Душа всякого художника полна демонов. Тем они и ужасны, что все пленительны и красивы. Доверить же себя мы можем только тому художнику, у которого, кроме демонов, есть в душе единое Saxjioviov — таинственный, внутренний голос, который позволял Сократу безошибочно различать добро и зло. Этот внутренний голос руководил величайшими мудрецами Юга, древним Платоном, созерцателем Идей, и средневековым Дантом, мрачным любовником небесной Беатриче. Тот же голос руководил последним мудрецом дальнего Севера — Генрихом Ибсеном, среди густых туманов и ослепительных вьюг.
Можно любить Ибсена, можно ненавидеть его. Но ни ненависть, ни любовь к нему не могут быть бесстрастны. Быть холодным, равнодушным, пассивным зрителем трагедий Ибсена — значит быть вне ритма современной жизни, не понимать, что все мы ответственны за каждый шаг ее, что если замирает от боли ее великое сердце, то в этой боли — мы все виноваты.
Трагедия Строителя Сольнеса есть, может быть, самая загадочная трагедия Ибсена. Как и все остальные, она лишена тенденции, лишена тени навязчивости, ибо Ибсен — прежде всего и главнее всего — художник. Но он — великий художник, и его творения — великие творения. А перед лицом великих творений искусства всякий спор об искусстве чистом и нравоучительном, о задачах искусства, а в конечном счете — тревожный спор об эстетике и морали, о красоте и пользе — оказывается маленьким спором, злобой дня, или «злобой» нескольких десятков лет — все равно.
Театральные представления драм Ибсена могли бы стать желанным праздником, ибо на них служители пользы и служители красоты могут протянуть друг другу руки. Те и другие должны быть примирены в чувстве чего-то высшего, чем только красота и только польза, — и это высшее я назову чувством прекрасного. Прекрасное владеет всеми голосами, оно ударяет по всем сердцам «с неведомою силою».
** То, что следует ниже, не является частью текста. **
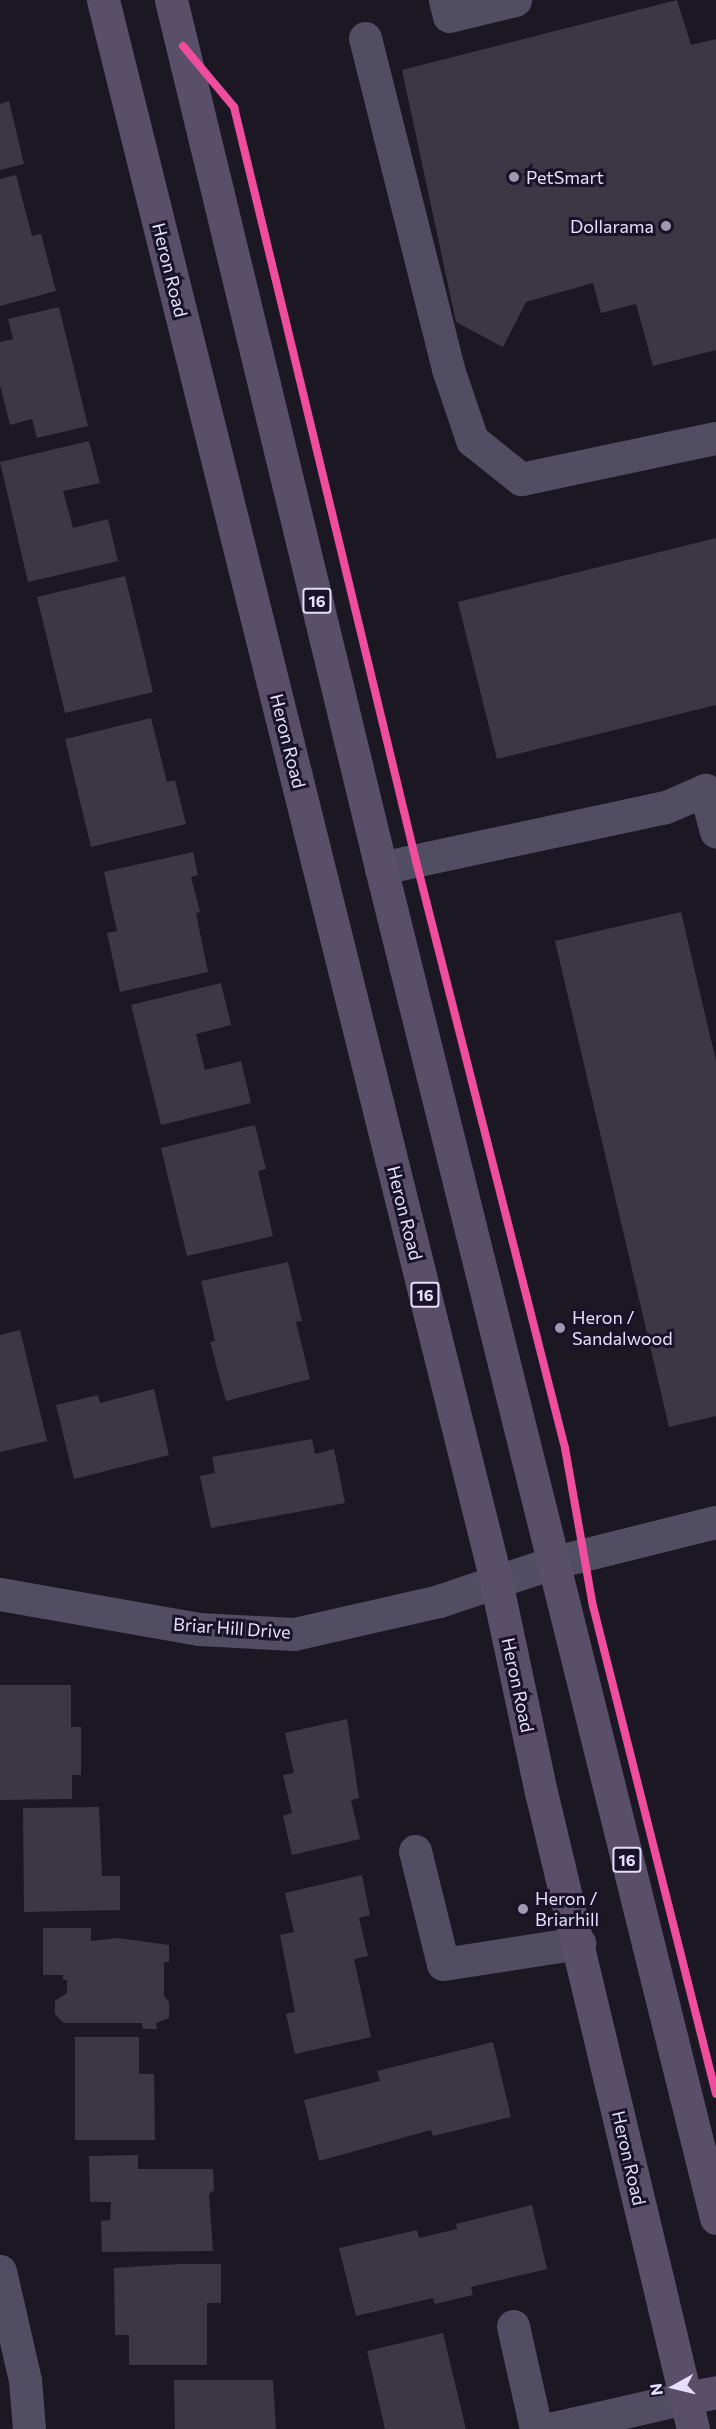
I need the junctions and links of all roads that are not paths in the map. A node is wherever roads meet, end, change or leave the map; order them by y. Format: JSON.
{"nodes":[{"id":1,"x":103,"y":0,"type":"edge"},
{"id":2,"x":171,"y":0,"type":"edge"},
{"id":3,"x":445,"y":0,"type":"edge"},
{"id":4,"x":515,"y":0,"type":"edge"},
{"id":5,"x":365,"y":38,"type":"dead end"},
{"id":6,"x":716,"y":438,"type":"edge"},
{"id":7,"x":716,"y":832,"type":"edge"},
{"id":8,"x":381,"y":868,"type":"junction"},
{"id":9,"x":716,"y":1522,"type":"edge"},
{"id":10,"x":555,"y":1562,"type":"junction"},
{"id":11,"x":496,"y":1581,"type":"junction"},
{"id":12,"x":0,"y":1594,"type":"edge"},
{"id":13,"x":416,"y":1851,"type":"dead end"},
{"id":14,"x":579,"y":1943,"type":"junction"},
{"id":15,"x":716,"y":2218,"type":"edge"},
{"id":16,"x":0,"y":2271,"type":"edge"},
{"id":17,"x":513,"y":2326,"type":"dead end"},
{"id":18,"x":698,"y":2406,"type":"edge"},
{"id":19,"x":29,"y":2429,"type":"edge"},
{"id":20,"x":537,"y":2429,"type":"edge"},
{"id":21,"x":549,"y":2429,"type":"edge"}],
"edges":[{"from":1,"to":11,"type":"main road","name":"Heron Road","number":"16"},
{"from":2,"to":8,"type":"main road","number":"16"},
{"from":3,"to":4,"type":"street"},
{"from":5,"to":6,"type":"street"},
{"from":7,"to":8,"type":"street"},
{"from":8,"to":10,"type":"main road","number":"16"},
{"from":9,"to":10,"type":"street","name":"Briar Hill Drive"},
{"from":10,"to":11,"type":"street","name":"Briar Hill Drive"},
{"from":10,"to":15,"type":"main road","number":"16"},
{"from":11,"to":12,"type":"street","name":"Briar Hill Drive"},
{"from":11,"to":14,"type":"main road","name":"Heron Road","number":"16"},
{"from":13,"to":14,"type":"street"},
{"from":14,"to":18,"type":"main road","name":"Heron Road","number":"16"},
{"from":16,"to":19,"type":"street"},
{"from":17,"to":20,"type":"street"},
{"from":18,"to":21,"type":"street"}]}
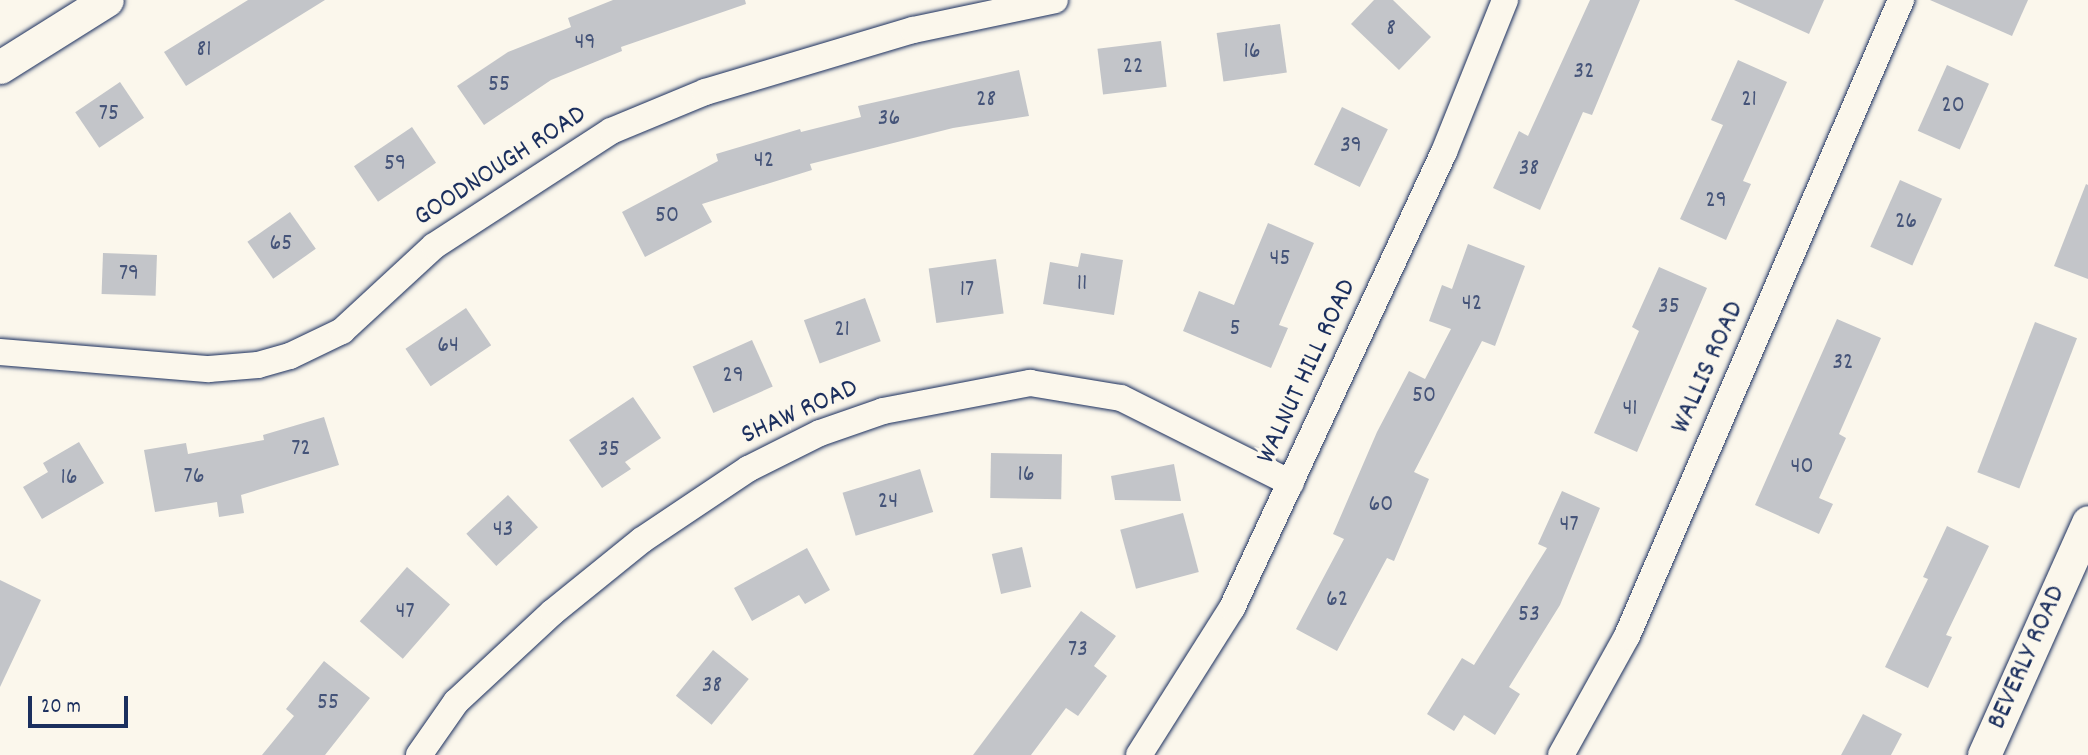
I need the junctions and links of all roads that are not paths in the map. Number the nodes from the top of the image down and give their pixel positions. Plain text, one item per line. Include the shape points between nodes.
1 (107, 0) edge
2 (1055, 0) edge
3 (1505, 0) edge
4 (1902, 0) edge
5 (0, 68) edge
6 (0, 352) edge
7 (1291, 483) junction
8 (2088, 523) edge
9 (419, 755) edge
10 (1139, 755) edge
11 (1561, 755) edge
12 (1984, 755) edge

1 - 5 street
2 - 6 street, GOODNOUGH ROAD via 912,30 705,92 611,131 434,246 342,331 290,356 258,365 209,369
3 - 7 street, WALNUT HILL ROAD via 1439,165
4 - 11 street, WALLIS ROAD via 1627,636
7 - 9 street, SHAW ROAD via 1121,398 1030,383 883,411 820,433 748,469 642,540 554,612 456,702
7 - 10 street, WALNUT HILL ROAD via 1233,608
8 - 12 street, BEVERLY ROAD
«Строитель Сольнес» — один из прекраснейших гимнов юности в литературе последних столетий. Суровый северный гимн скальда, для которого «юность — это возмездие». Здесь вы соприкасаетесь без усилия, вы знакомитесь — не логикою теоретического разума, не категорическим императивом разума практического, не внешним эмпирическим путем, но единственно внутренним путем магии искусства — с одною из мировых истин, равных по значению, быть может, закону всемирного тяготения.
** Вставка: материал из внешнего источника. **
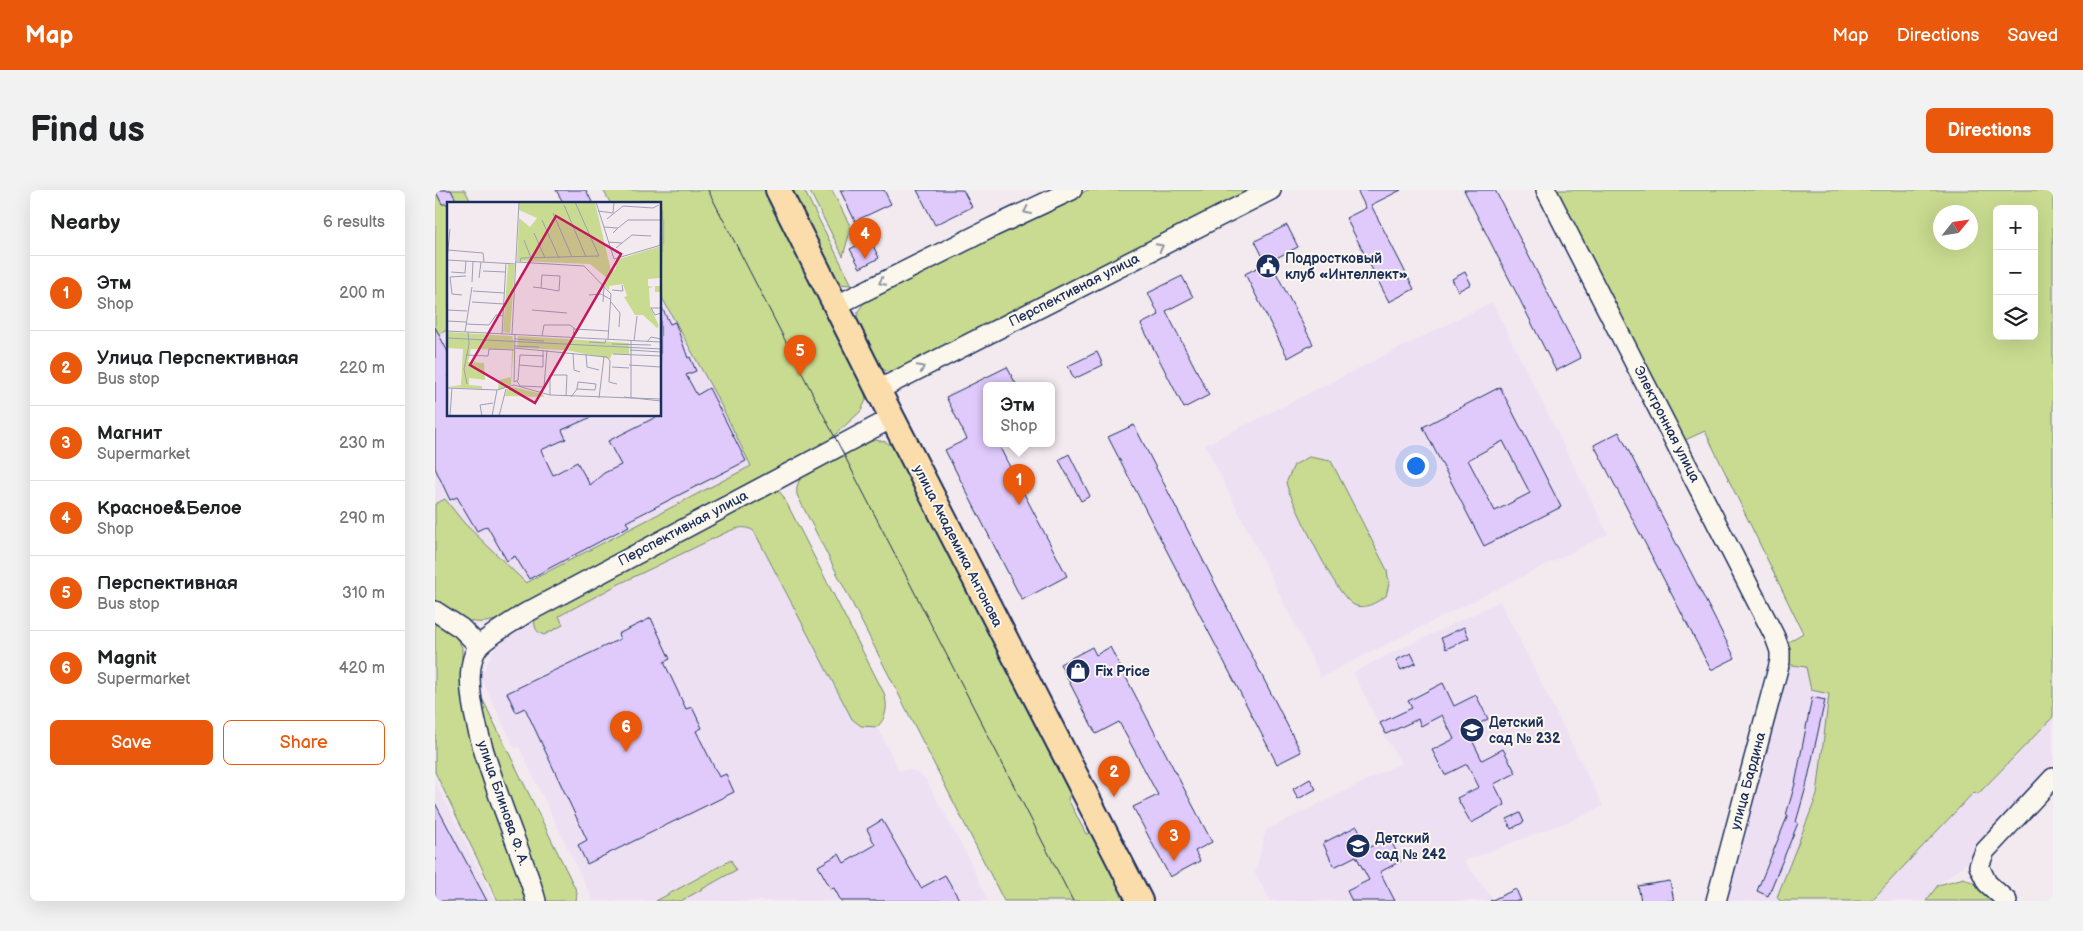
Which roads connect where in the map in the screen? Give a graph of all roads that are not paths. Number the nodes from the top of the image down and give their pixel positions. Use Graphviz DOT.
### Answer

Эта истина гласит о том, что человек может достигнуть вершины славы, свершить много великих дел, может облагодетельствовать человечество, но — горе ему, если на своем восходящем пути он изменит юности, или, как сказано в Новом завете, «оставит первую любовь свою». Неминуемо, в час урочный и роковой, постучится к нему в двери «Юность» — дерзкая и нежная Гиль да в дорожной пыли. Горе ему, если он потушил свой огонь, продал свое королевство, если ему нечем ответить на ее упорный взгляд, на ее святое требование: «Королевство на стол, Строитель!»